→ **Goal of the exercise**: From the first line to the last, retype everything below exactly, minus the pictures.

→ **Entries provided**:
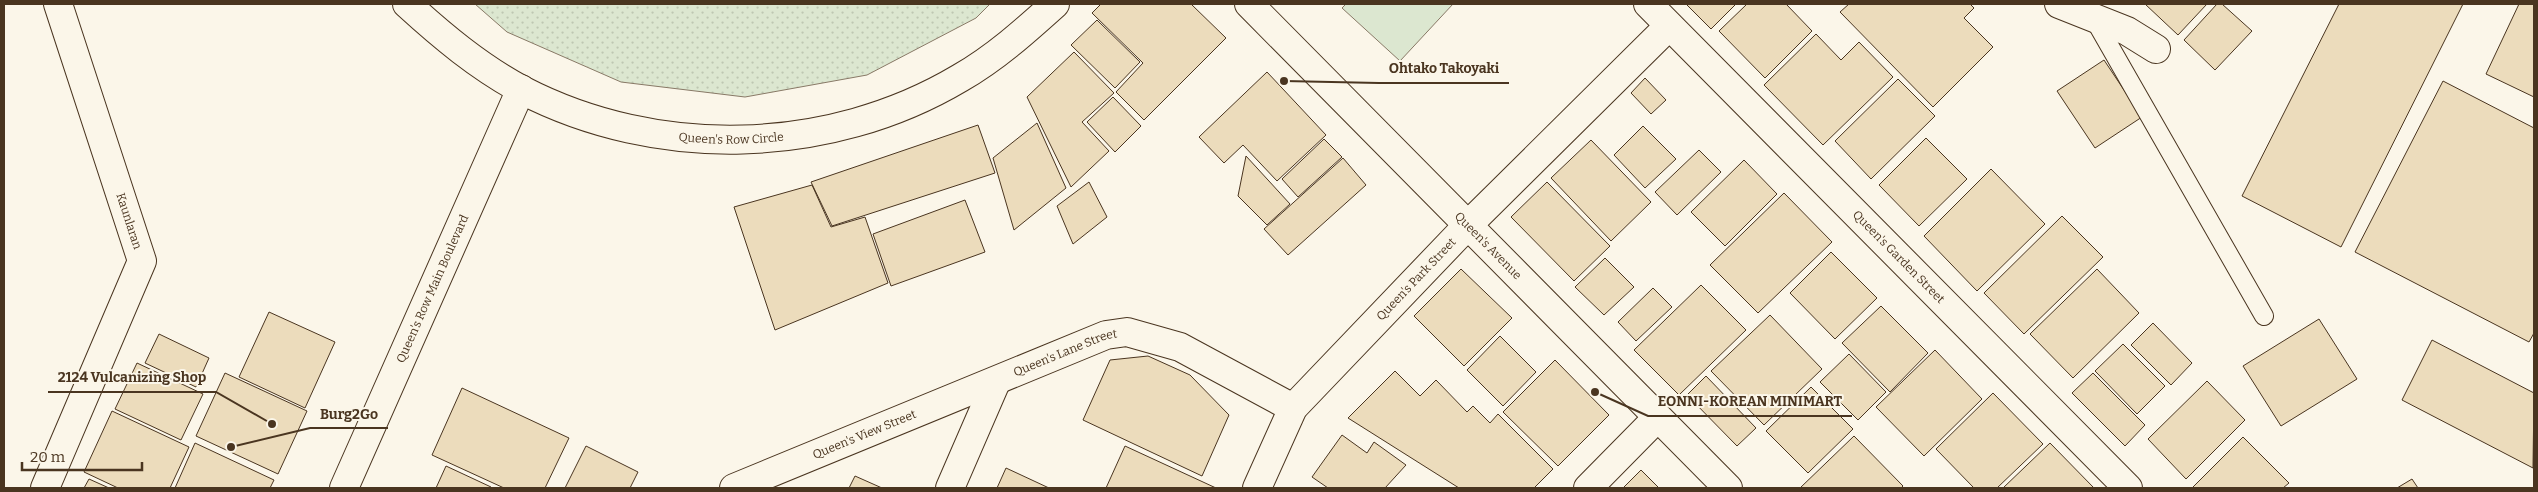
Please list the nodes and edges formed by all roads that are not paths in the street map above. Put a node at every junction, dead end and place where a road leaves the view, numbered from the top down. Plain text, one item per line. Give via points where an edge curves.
1 (58, 4) edge
2 (407, 4) edge
3 (1055, 4) edge
4 (1249, 4) edge
5 (1648, 4) edge
6 (2059, 4) edge
7 (2093, 17) junction
8 (1669, 26) junction
9 (2156, 49) dead end
10 (521, 89) junction
11 (1468, 224) junction
12 (2264, 316) dead end
13 (996, 382) junction
14 (1294, 408) junction
15 (1658, 418) junction
16 (45, 488) edge
17 (344, 488) edge
18 (734, 488) edge
19 (950, 488) edge
20 (1257, 488) edge
21 (1588, 488) edge
22 (1728, 488) edge
23 (2128, 488) edge

1 - 16 street, Kaunlaran via 142,261
2 - 10 street, Queen's Row Circle via 447,41
3 - 10 street, Queen's Row Circle via 1014,42 960,78 902,108 840,128 775,138 710,140 645,132 582,115
4 - 11 street, Queen's Avenue
5 - 8 street, Queen's Garden Street
6 - 7 street
7 - 9 street via 2128,31
7 - 12 lane
8 - 11 street, Queen's Park Street
8 - 23 street, Queen's Garden Street
10 - 17 street, Queen's Row Main Boulevard
11 - 14 street, Queen's Park Street
11 - 15 street, Queen's Avenue
13 - 14 street, Queen's Lane Street via 1106,335 1127,332 1180,347
13 - 18 street, Queen's View Street
13 - 19 street
14 - 20 street, Queen's Park Street
15 - 21 street
15 - 22 street, Queen's Avenue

→ **Written reply**:
Please list the nodes and edges formed by all roads that are not paths in the street map above. Put a node at every junction, dead end and place where a road leaves the view, numbered from the top down. Plain text, one item per line. Give via points where an edge curves.
1 (58, 4) edge
2 (407, 4) edge
3 (1055, 4) edge
4 (1249, 4) edge
5 (1648, 4) edge
6 (2059, 4) edge
7 (2093, 17) junction
8 (1669, 26) junction
9 (2156, 49) dead end
10 (521, 89) junction
11 (1468, 224) junction
12 (2264, 316) dead end
13 (996, 382) junction
14 (1294, 408) junction
15 (1658, 418) junction
16 (45, 488) edge
17 (344, 488) edge
18 (734, 488) edge
19 (950, 488) edge
20 (1257, 488) edge
21 (1588, 488) edge
22 (1728, 488) edge
23 (2128, 488) edge

1 - 16 street, Kaunlaran via 142,261
2 - 10 street, Queen's Row Circle via 447,41
3 - 10 street, Queen's Row Circle via 1014,42 960,78 902,108 840,128 775,138 710,140 645,132 582,115
4 - 11 street, Queen's Avenue
5 - 8 street, Queen's Garden Street
6 - 7 street
7 - 9 street via 2128,31
7 - 12 lane
8 - 11 street, Queen's Park Street
8 - 23 street, Queen's Garden Street
10 - 17 street, Queen's Row Main Boulevard
11 - 14 street, Queen's Park Street
11 - 15 street, Queen's Avenue
13 - 14 street, Queen's Lane Street via 1106,335 1127,332 1180,347
13 - 18 street, Queen's View Street
13 - 19 street
14 - 20 street, Queen's Park Street
15 - 21 street
15 - 22 street, Queen's Avenue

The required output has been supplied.